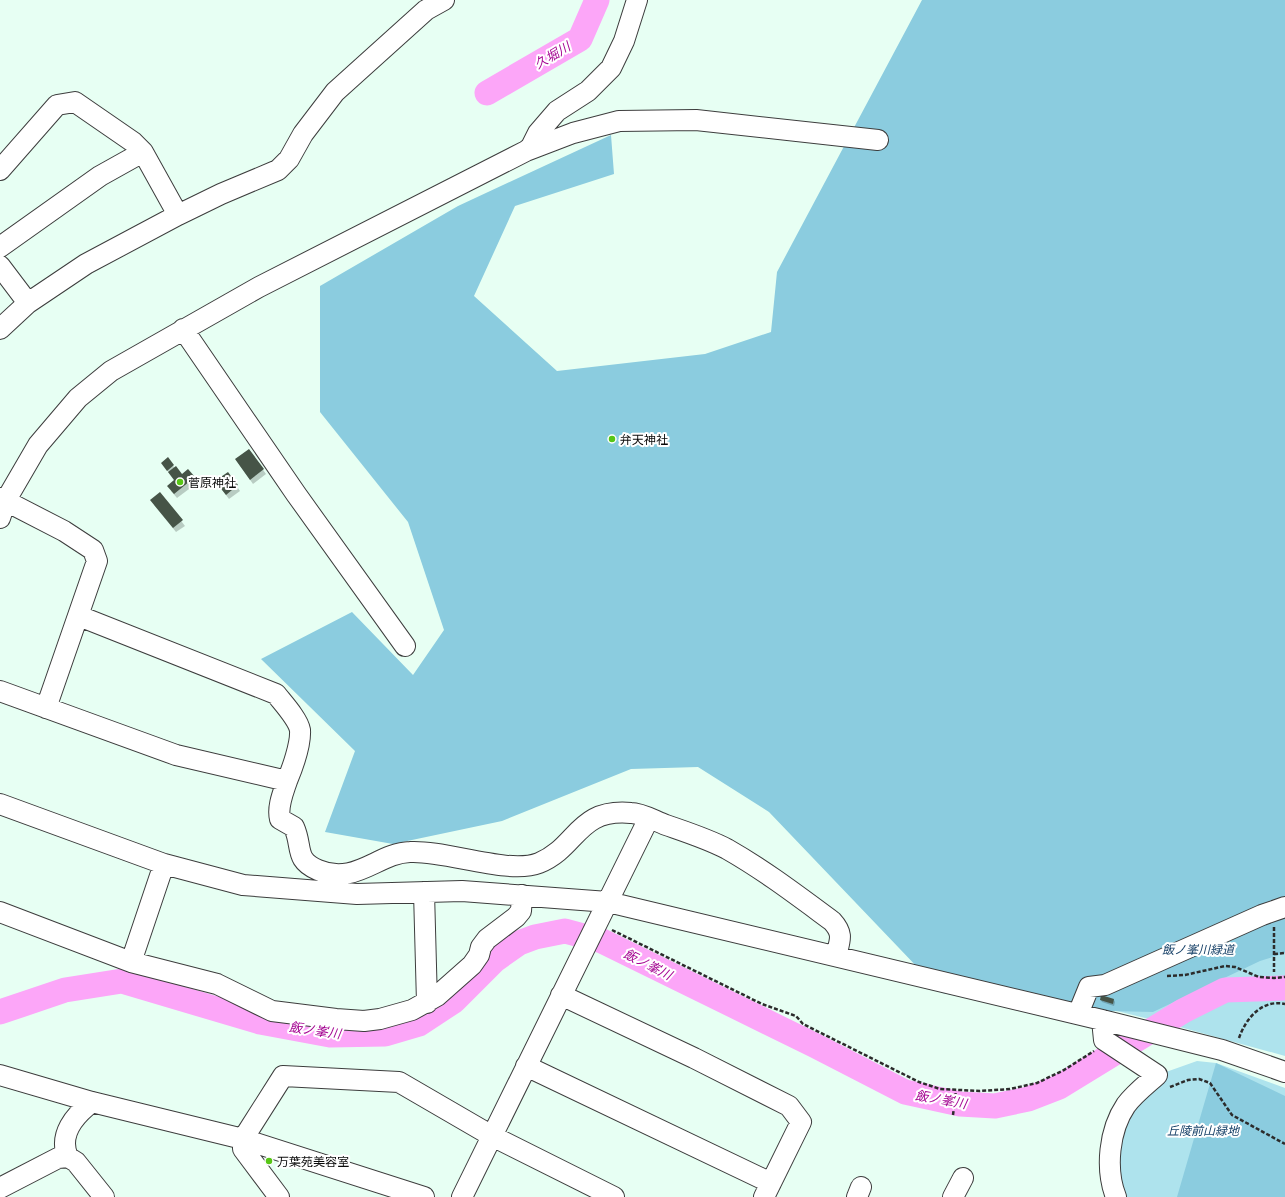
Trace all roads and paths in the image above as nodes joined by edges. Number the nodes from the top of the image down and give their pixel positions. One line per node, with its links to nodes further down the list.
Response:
1 (444, 0): 7 (street)
2 (637, 0): 4 (street)
3 (878, 140): 4 (street)
4 (526, 151): 12 (street)
5 (142, 152): 6 (street); 7 (street); 8 (street)
6 (0, 170)
7 (178, 215): 10 (street)
8 (0, 247)
9 (0, 266): 10 (street)
10 (28, 303): 11 (street)
11 (0, 329)
12 (183, 329): 13 (street); 15 (street)
13 (2, 505): 14 (street)
14 (79, 616): 17 (street); 18 (street)
15 (405, 646)
16 (0, 691): 17 (street)
17 (46, 708): 18 (street)
18 (287, 781): 20 (street)
19 (0, 804): 21 (street)
20 (649, 818): 24 (street); 30 (street)
21 (164, 864): 22 (street); 31 (street)
22 (424, 892): 23 (street); 37 (street)
23 (522, 895): 24 (street); 37 (street)
24 (608, 902): 27 (street); 30 (street)
25 (1280, 909): 29 (path); 35 (street)
26 (0, 912): 31 (street)
27 (597, 922): 36 (street); 47 (path)
28 (1285, 953): 29 (path)
29 (1274, 954): 32 (path)
30 (836, 956): 39 (street)
31 (131, 962): 37 (street)
32 (1274, 972)
33 (1285, 977): 34 (path)
34 (1148, 981): 35 (street)
35 (1105, 985): 39 (street)
36 (561, 995): 43 (street); 56 (street)
37 (427, 1003)
38 (1285, 1004): 42 (path)
39 (1078, 1014): 40 (street)
40 (1102, 1020): 41 (street); 42 (street)
41 (1104, 1040): 46 (street); 47 (path)
42 (1234, 1054): 44 (street)
43 (526, 1066): 50 (street); 56 (street)
44 (1285, 1072)
45 (0, 1075): 48 (street)
46 (1151, 1081): 52 (path); 63 (street)
47 (956, 1090): 49 (path)
48 (92, 1102): 51 (street); 53 (street)
49 (953, 1115)
50 (492, 1136): 51 (street); 60 (street); 61 (street)
51 (243, 1139): 58 (street); 59 (street)
52 (1285, 1144)
53 (68, 1157): 55 (street); 57 (street)
54 (963, 1178): 62 (street)
55 (0, 1188)
56 (767, 1190)
57 (104, 1197)
58 (279, 1197)
59 (424, 1197)
60 (462, 1197)
61 (614, 1197)
62 (953, 1197)
63 (1116, 1197)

> [Task description] Reproduce the entries above exactly, without images.

> [Answer section]
Trace all roads and paths in the image above as nodes joined by edges. Number the nodes from the top of the image down and give their pixel positions. One line per node, with its links to nodes further down the list.
Response:
1 (444, 0): 7 (street)
2 (637, 0): 4 (street)
3 (878, 140): 4 (street)
4 (526, 151): 12 (street)
5 (142, 152): 6 (street); 7 (street); 8 (street)
6 (0, 170)
7 (178, 215): 10 (street)
8 (0, 247)
9 (0, 266): 10 (street)
10 (28, 303): 11 (street)
11 (0, 329)
12 (183, 329): 13 (street); 15 (street)
13 (2, 505): 14 (street)
14 (79, 616): 17 (street); 18 (street)
15 (405, 646)
16 (0, 691): 17 (street)
17 (46, 708): 18 (street)
18 (287, 781): 20 (street)
19 (0, 804): 21 (street)
20 (649, 818): 24 (street); 30 (street)
21 (164, 864): 22 (street); 31 (street)
22 (424, 892): 23 (street); 37 (street)
23 (522, 895): 24 (street); 37 (street)
24 (608, 902): 27 (street); 30 (street)
25 (1280, 909): 29 (path); 35 (street)
26 (0, 912): 31 (street)
27 (597, 922): 36 (street); 47 (path)
28 (1285, 953): 29 (path)
29 (1274, 954): 32 (path)
30 (836, 956): 39 (street)
31 (131, 962): 37 (street)
32 (1274, 972)
33 (1285, 977): 34 (path)
34 (1148, 981): 35 (street)
35 (1105, 985): 39 (street)
36 (561, 995): 43 (street); 56 (street)
37 (427, 1003)
38 (1285, 1004): 42 (path)
39 (1078, 1014): 40 (street)
40 (1102, 1020): 41 (street); 42 (street)
41 (1104, 1040): 46 (street); 47 (path)
42 (1234, 1054): 44 (street)
43 (526, 1066): 50 (street); 56 (street)
44 (1285, 1072)
45 (0, 1075): 48 (street)
46 (1151, 1081): 52 (path); 63 (street)
47 (956, 1090): 49 (path)
48 (92, 1102): 51 (street); 53 (street)
49 (953, 1115)
50 (492, 1136): 51 (street); 60 (street); 61 (street)
51 (243, 1139): 58 (street); 59 (street)
52 (1285, 1144)
53 (68, 1157): 55 (street); 57 (street)
54 (963, 1178): 62 (street)
55 (0, 1188)
56 (767, 1190)
57 (104, 1197)
58 (279, 1197)
59 (424, 1197)
60 (462, 1197)
61 (614, 1197)
62 (953, 1197)
63 (1116, 1197)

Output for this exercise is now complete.